Intervention de Benoist Apparu

Séance en hémicycle du 12 septembre 2013 à 15h00
Accès au logement et urbanisme rénové — Article 8

Photo issue du site de l'Assemblée nationale ou de WikipediaBenoist Apparu :

Cet article du projet de loi est effectivement très important, et nous avons un débat intéressant qui nous permet d’aller au fond des choses. Rappelons peut-être deux ou trois points d’histoire avant d’examiner les propositions de Mme Duflot et du Gouvernement.

La GRL, à l’origine, a été inventée par la CFDT dans le cadre du 1 % logement. La CFDT avait proposé au Gouvernement d’alors – le ministre du logement de l’époque, Jean-Louis Borloo, vient de nous rejoindre – de créer ce qu’on a appelé la GRL, la garantie du risque locatif. Comment fonctionnait-elle, à l’origine ? C’est le 1 % logement qui exerçait en tant que tel le rôle d’assureur. Le système n’a pas marché et, en 2009, toujours avec Jean-Louis Borloo, nous avons créé la GRL 2. Cette fois-ci, les assureurs sont revenus dans le système, pour jouer leur rôle d’assureur, et, de façon concomitante, l’État et le 1 % logement, jouaient un rôle de réassurance du dispositif pour la sursinistralité liée aux mauvais risques.

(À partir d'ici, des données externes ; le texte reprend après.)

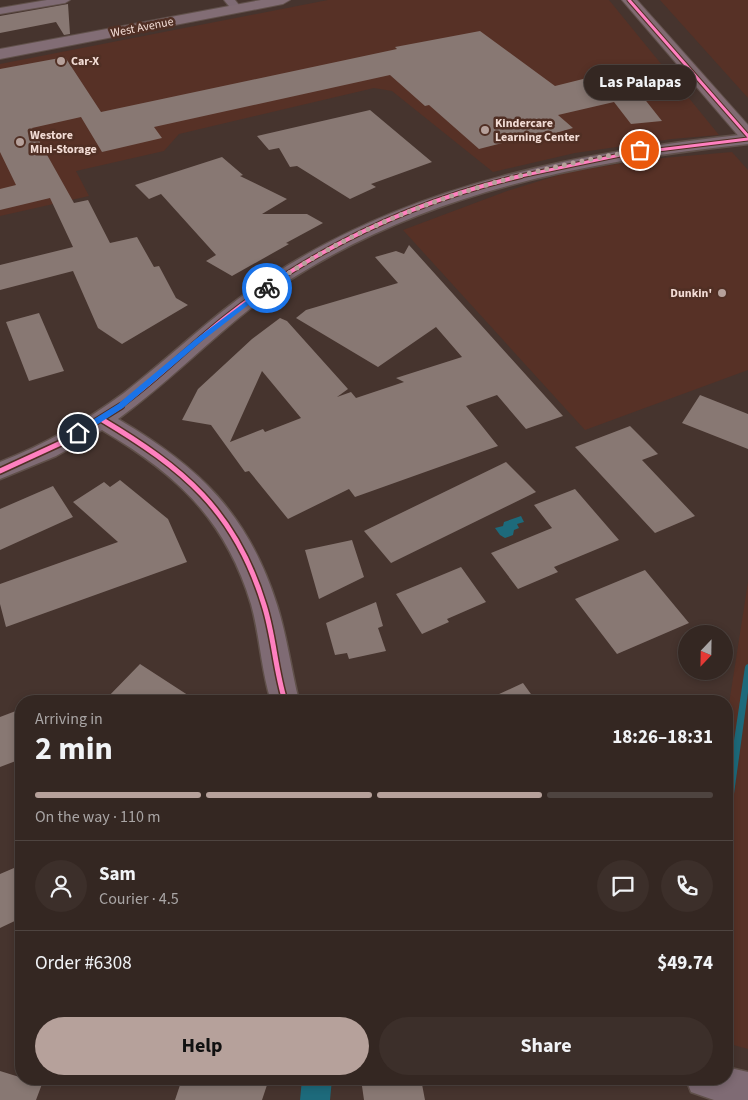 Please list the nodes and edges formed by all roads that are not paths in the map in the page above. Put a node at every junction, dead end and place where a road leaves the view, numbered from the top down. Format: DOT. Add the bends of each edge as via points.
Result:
graph roads {
  1 [pos="64,0"];
  2 [pos="283,0"];
  3 [pos="629,0"];
  4 [pos="233,4"];
  5 [pos="0,11"];
  6 [pos="0,54"];
  7 [pos="748,138"];
  8 [pos="101,419"];
  9 [pos="0,471"];
  10 [pos="283,695"];
  11 [pos="726,1085"];
  12 [pos="748,1091"];
  1 -- 5 [label="street"];
  2 -- 4 [label="main road, West Avenue"];
  3 -- 7 [label="main road"];
  4 -- 6 [label="main road, West Avenue"];
  7 -- 8 [label="street" via="640,150 565,164 472,188 401,215 345,241 280,278 235,310 150,383"];
  8 -- 9 [label="street" via="47,450"];
  8 -- 10 [label="street" via="175,467 222,516 252,572 262,601"];
  11 -- 12 [label="street"];
} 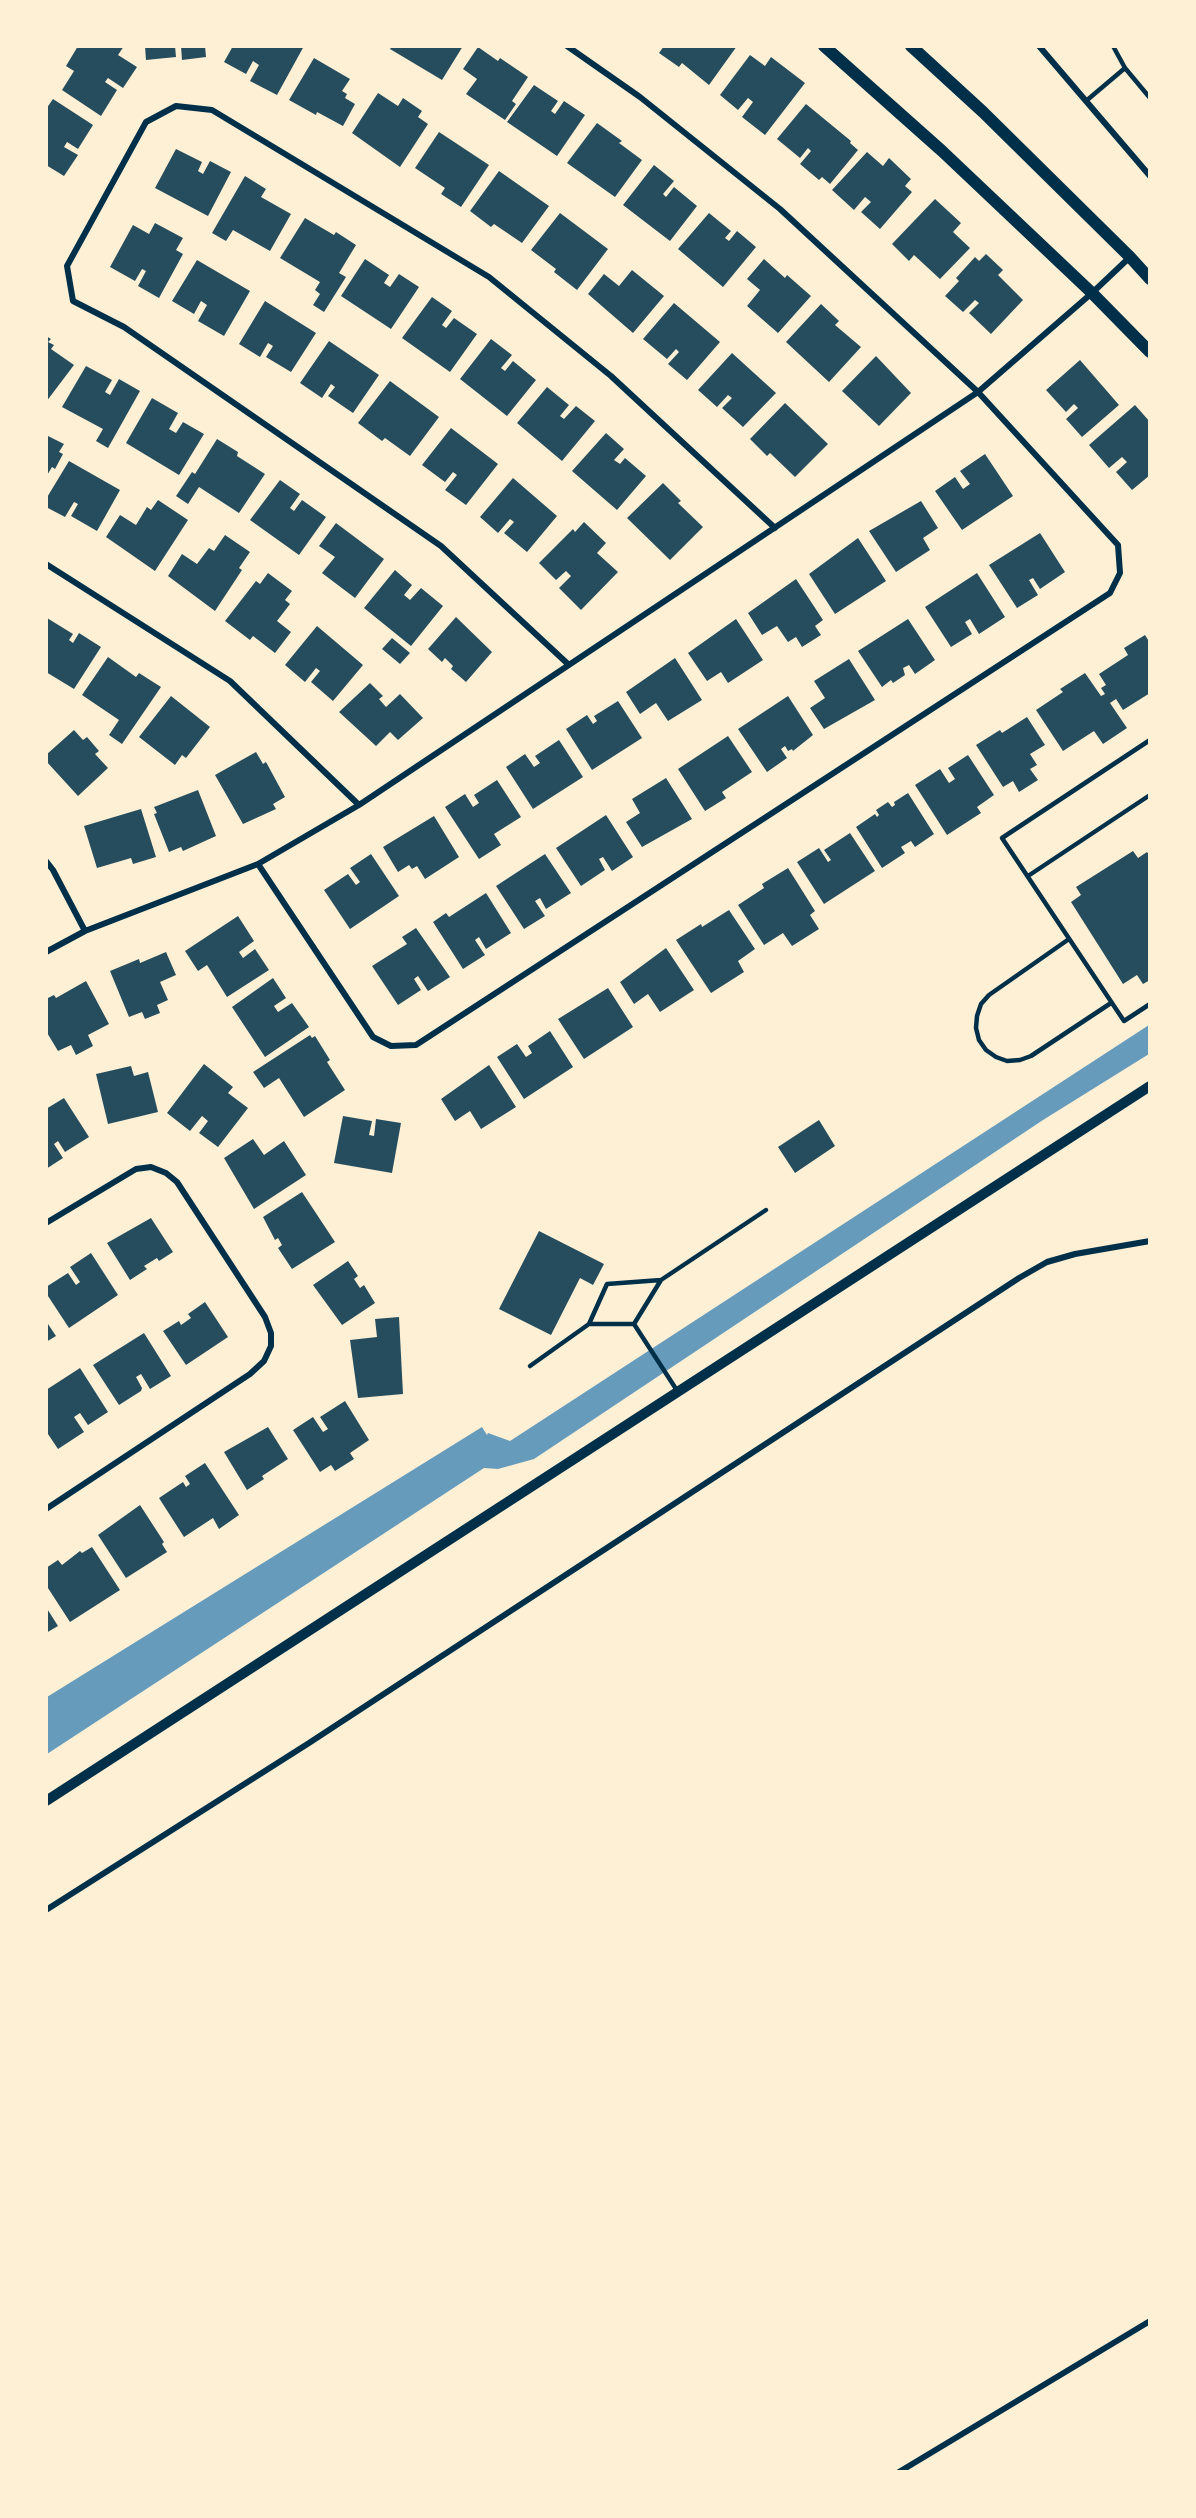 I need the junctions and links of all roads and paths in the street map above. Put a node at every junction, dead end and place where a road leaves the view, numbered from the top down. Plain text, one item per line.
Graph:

La réalité, aujourd’hui, de ce que j’appellerai le marché des cautions ou assurances, donc de l’ensemble des garanties sur le logement, est la suivante : 80 % des contrats sont garantis par une caution, généralement gratuite, même s’il y a quelques cautions bancaires ; 15 % sont assurés par la GLI, la garantie des loyers impayés, assurance purement privée qui, comme vous l’avez noté, n’assure que les bons risques, jamais les mauvais. On nous dit que le nouveau système ne coûtera que 1,5 %, mais le coût de la GLI est d’au moins 1,9 %. Il faudra donc m’expliquer comment la mutualisation ne coûterait que 1,5 % alors que la seule assurance des bons risques coûte 1,9 %… Quelque chose m’échappe mais j’imagine que l’inspection générale des finances, qui a fait un rapport sur le sujet, pourrait nous répondre. La GRL, quant à elle, représente 5 % du marché et, effectivement, elle n’assure que le mauvais risque. C’est d’ailleurs ce pour quoi elle a été créée.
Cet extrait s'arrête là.